Department of Cellular & Integrative Physiology
Indiana University School of Medicine
635 Barnhill Drive, Room 307
Indianapolis, Indiana 46202-5120

E-mail: jelmendo@iupui.edu
Phone: 317-274-7852
Facsimile: 317-274-3318

Education / Training

  • 1991, B.S., State University of New York at Oneonta, New York
  • 1995, M.S., Albany Medical College, Albany, New York
  • 1996, Ph.D., Albany Medical College, Albany, New York
  • 1996-1999, Postdoctoral Fellowship, University of Iowa, Iowa City, Iowa

Research Biography Summary

Personal Statement

Solving how insulin resistance develops and eventually progresses and worsens resulting in type 2 diabetes remains a fundamental challenge in biology and a significant issue in medicine. During my Ph.D. training with Dr. Jiri Turinsky at Albany Medical College and postdoctoral training with Dr. Jeffrey E. Pessin at the University of Iowa, I developed expertise in the field of insulin action and glucose transport.

Contribution to Science

A recurring finding in all of my predoctoral and postdoctoral work was that membrane lipids seemed to be critically involved in the physiology and pathophysiology of insulin action. My laboratory’s efforts in this area found that several key derangements (e.g., hyperlipidemia, hyperinsulinemia, hyperglycemia) known to impair insulin sensitivity and contribute significantly to the progression/worsening of insulin resistance increase plasma membrane (PM) cholesterol content in adipose tissue and skeletal muscle. This PM cholesterol accumulation was observed concomitant with a loss of cortical filamentous-actin (F-actin) necessary for proper incorporation of the insulin sensitive glucose transporter GLUT4 into the PM.

Representative publications:

  1. Liu P, Leffler BJ, Weeks LK, Bouchard CM, Chen G, Strawbridge AB, Elmendorf JS: Sphingomyelinase activates GLUT4 translocation via a cholesterol dependent mechanism. Am J Physiol Cell Physiol 286:C317-C329, 2004.
  2. Chen G, Raman P, Bhonagiri P, Strawbridge AB, Pattar G, Elmendorf JS: Protective effect of phosphatidylinositol 4,5-bisphosphate against cortical filamentous actin loss and insulin resistance induced by sustained exposure of 3T3-L1 adipocytes to insulin. J Biol Chem 279:39705-39709, 2004.
  3. Strawbridge AB, Elmendorf JS: Phosphatidylinositol 4,5-bisphosphate reverses endothelin-1-induced insulin resistance. Diabetes 54(6):1698-1705, 2005.
  4. McCarthy AM, Spisak KO, Brozinick JT, Elmendorf JS: Actin cytoskeletal defects as a basis for insulin-induced insulin resistance in skeletal muscle. Am J Physiol Cell Physiol 291:C860-C868, 2006.

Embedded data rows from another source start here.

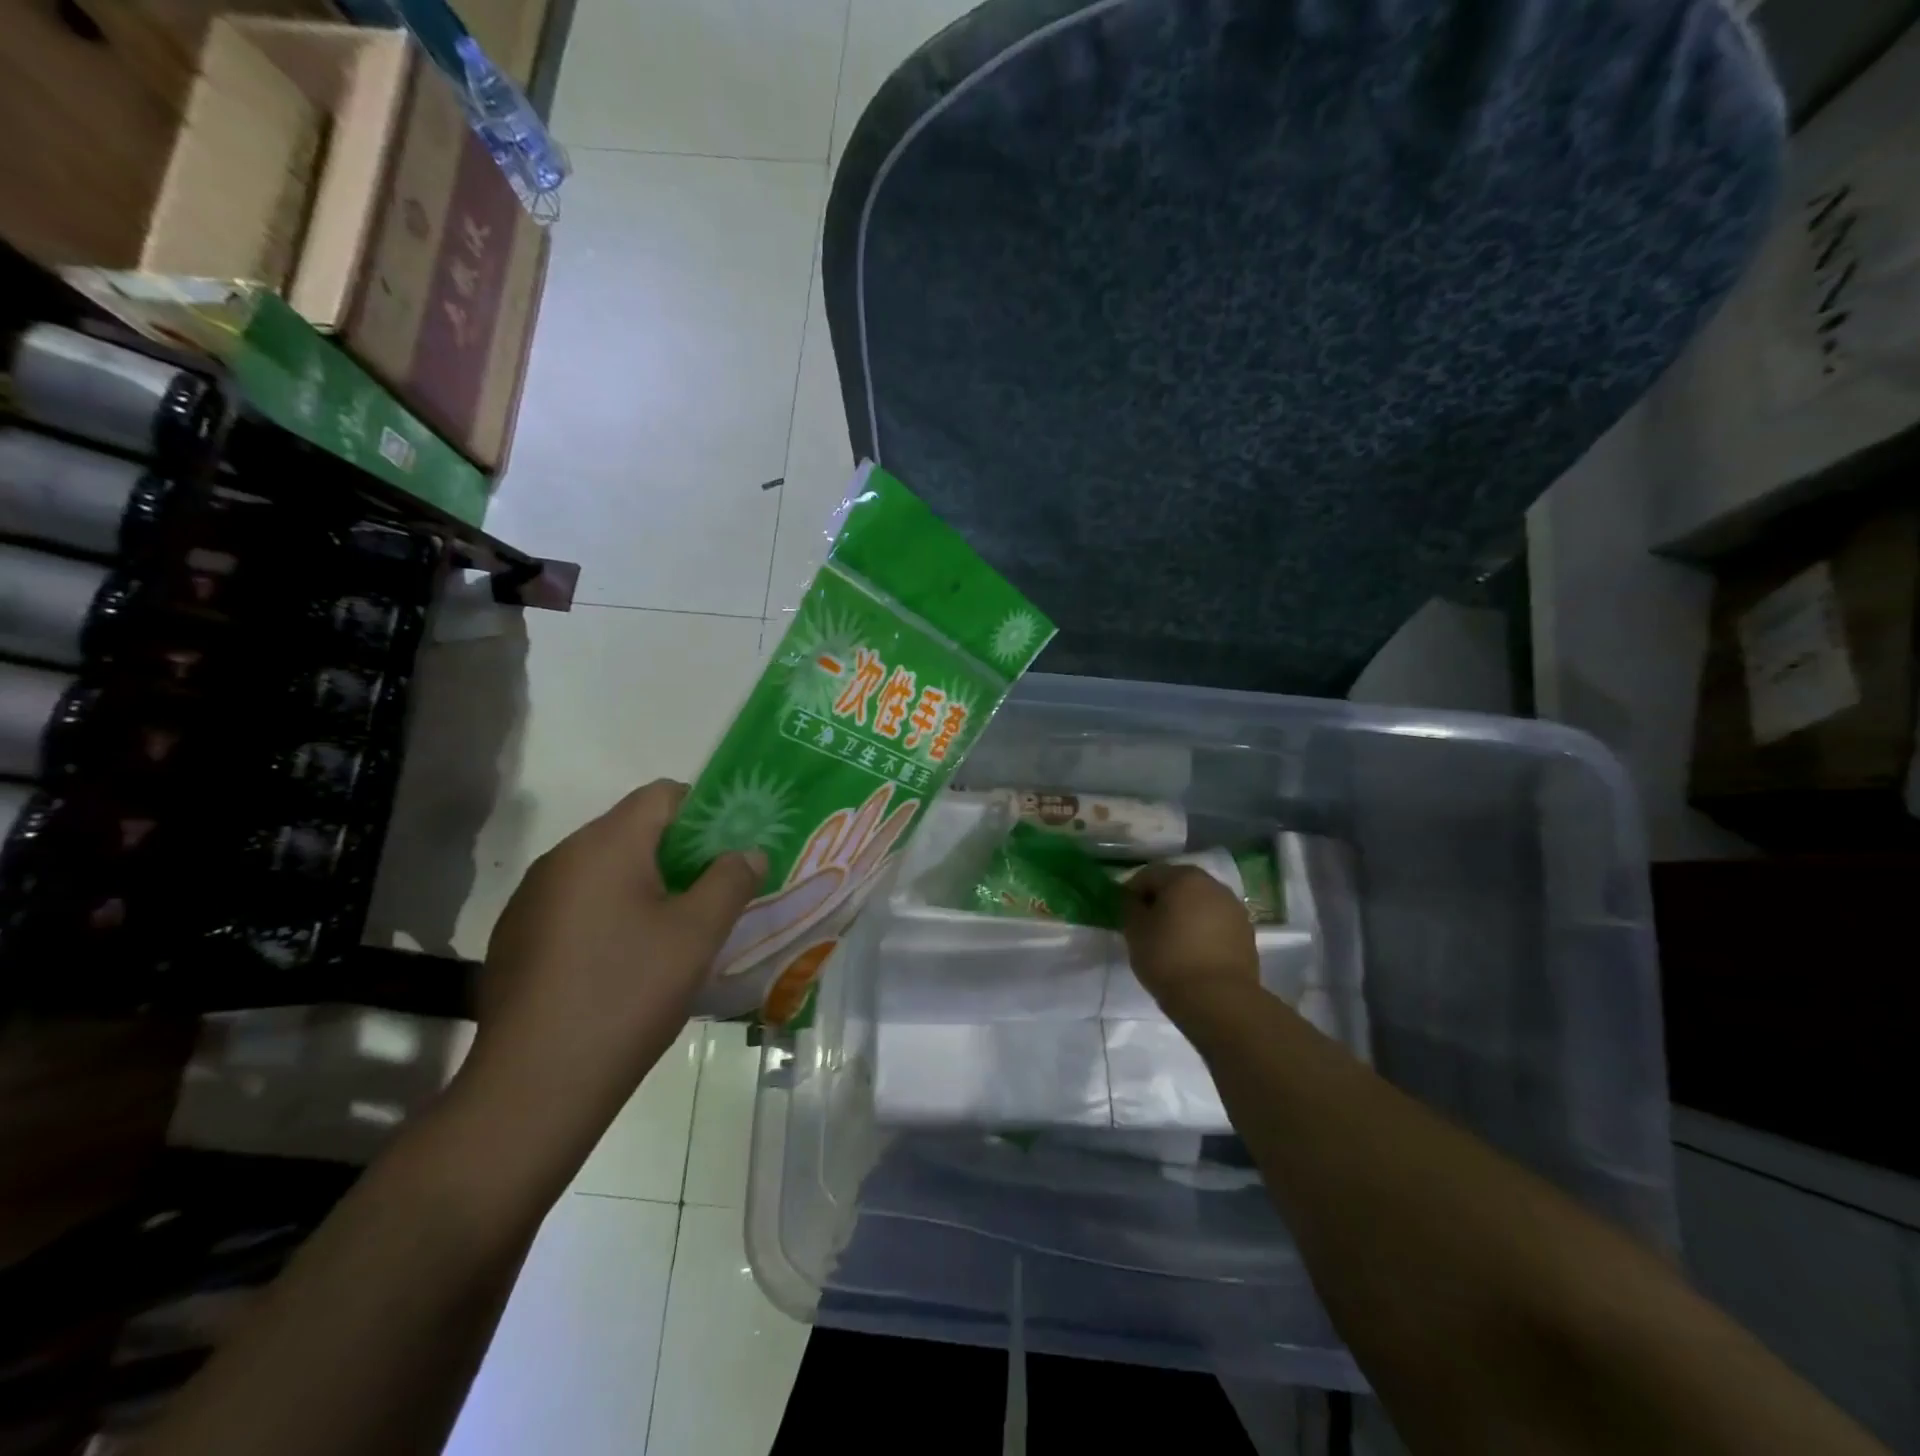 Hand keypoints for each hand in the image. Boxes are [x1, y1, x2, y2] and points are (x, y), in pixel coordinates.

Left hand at [457, 781, 764, 1157]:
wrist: (534, 1086)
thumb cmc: (628, 994)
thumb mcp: (697, 934)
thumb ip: (730, 880)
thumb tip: (747, 852)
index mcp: (605, 845)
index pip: (662, 795)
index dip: (705, 812)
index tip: (730, 852)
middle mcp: (561, 858)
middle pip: (633, 830)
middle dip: (679, 853)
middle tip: (713, 894)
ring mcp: (532, 899)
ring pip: (605, 870)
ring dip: (645, 886)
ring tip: (674, 933)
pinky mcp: (517, 937)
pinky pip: (577, 904)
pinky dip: (610, 914)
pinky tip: (624, 964)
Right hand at [1122, 863, 1260, 1019]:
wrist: (1218, 999)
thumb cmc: (1168, 958)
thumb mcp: (1135, 931)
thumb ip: (1130, 907)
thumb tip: (1134, 900)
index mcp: (1184, 877)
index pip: (1149, 875)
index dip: (1132, 892)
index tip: (1126, 914)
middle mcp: (1213, 885)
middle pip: (1178, 885)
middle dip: (1161, 901)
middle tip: (1147, 926)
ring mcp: (1234, 908)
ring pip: (1199, 904)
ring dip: (1184, 915)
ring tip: (1171, 941)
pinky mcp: (1246, 933)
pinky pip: (1216, 923)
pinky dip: (1202, 930)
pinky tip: (1193, 953) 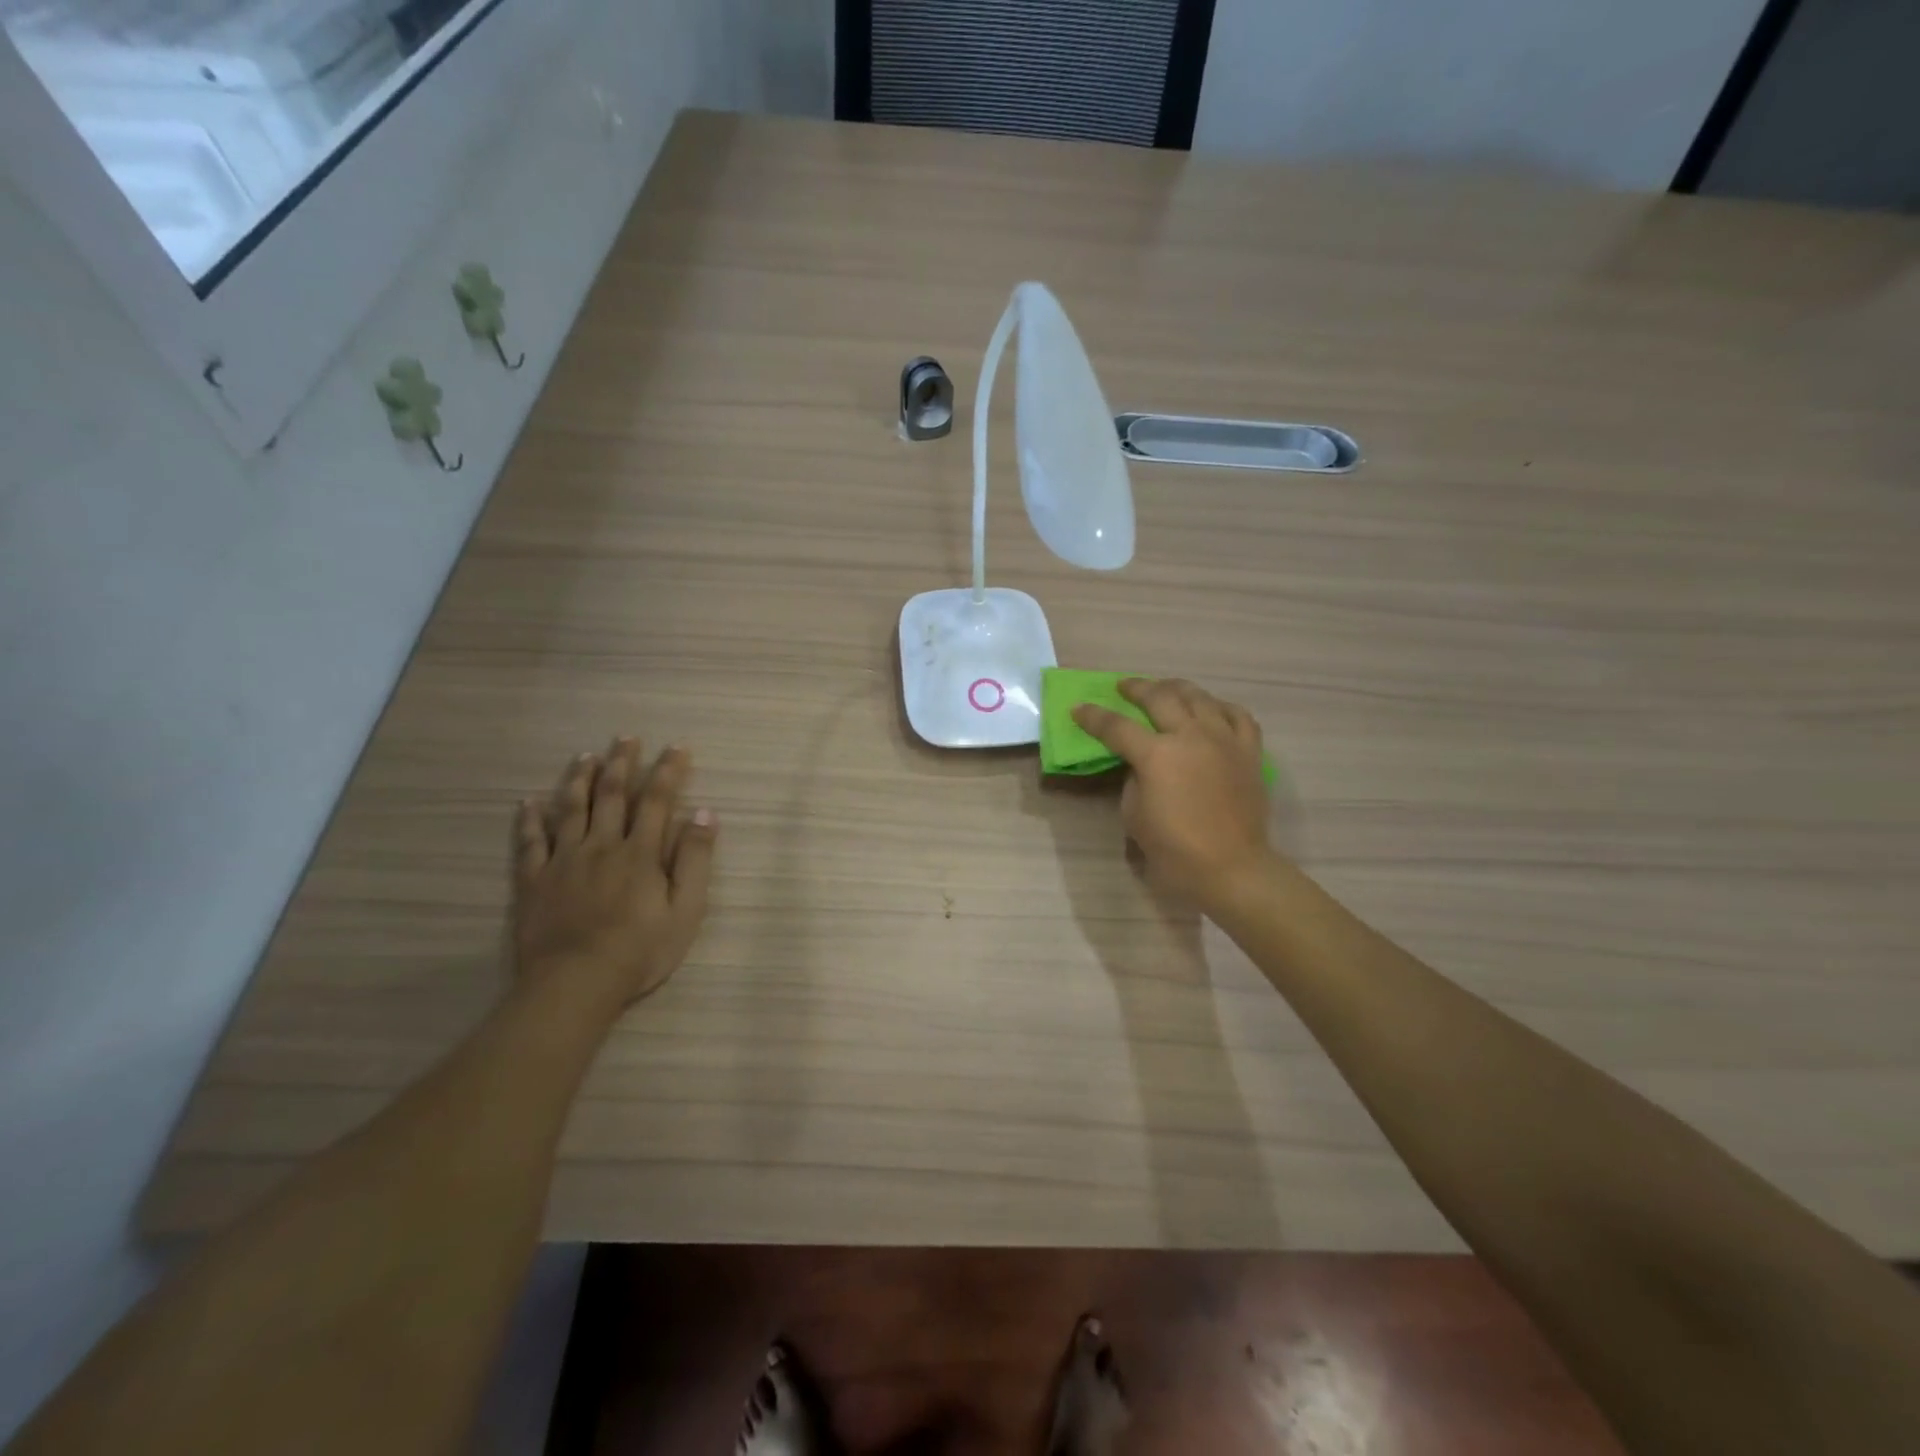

Our translational studies strongly demonstrate that increased skeletal muscle PM cholesterol is highly correlated with diminished glucose disposal rates in mice, rats, swine, and humans. Mechanistically, our molecular investigations revealed that increased glucose flux through the hexosamine biosynthesis pathway (HBP) promotes elevated O-linked N-acetylglucosamine (O-GlcNAc) modification of specificity protein 1 (Sp1), leading to transcriptional activation of HMG-CoA reductase, the rate limiting enzyme in cholesterol synthesis. We found that the HBP-induced cholesterolgenic transcriptional response culminated in increased PM cholesterol content that perturbed F-actin structure and insulin sensitivity. Moreover, we found that inhibiting the HBP, or Sp1 binding to DNA, blocked hyperinsulinemia-induced membrane cholesterol accumulation, F-actin loss, and insulin resistance. Our studies also demonstrate that key early insulin signaling events (e.g., IR→IRS→PI3K→Akt2→AS160) are sufficiently intact in several models of HBP-induced insulin resistance. This is consistent with recent data of others that have questioned the role of proximal insulin signaling defects in the development of insulin resistance. Our data support a novel hypothesis that the breakdown of glucose homeostasis, characteristic of obesity/T2D is secondary to increased HBP-mediated cholesterol biosynthesis.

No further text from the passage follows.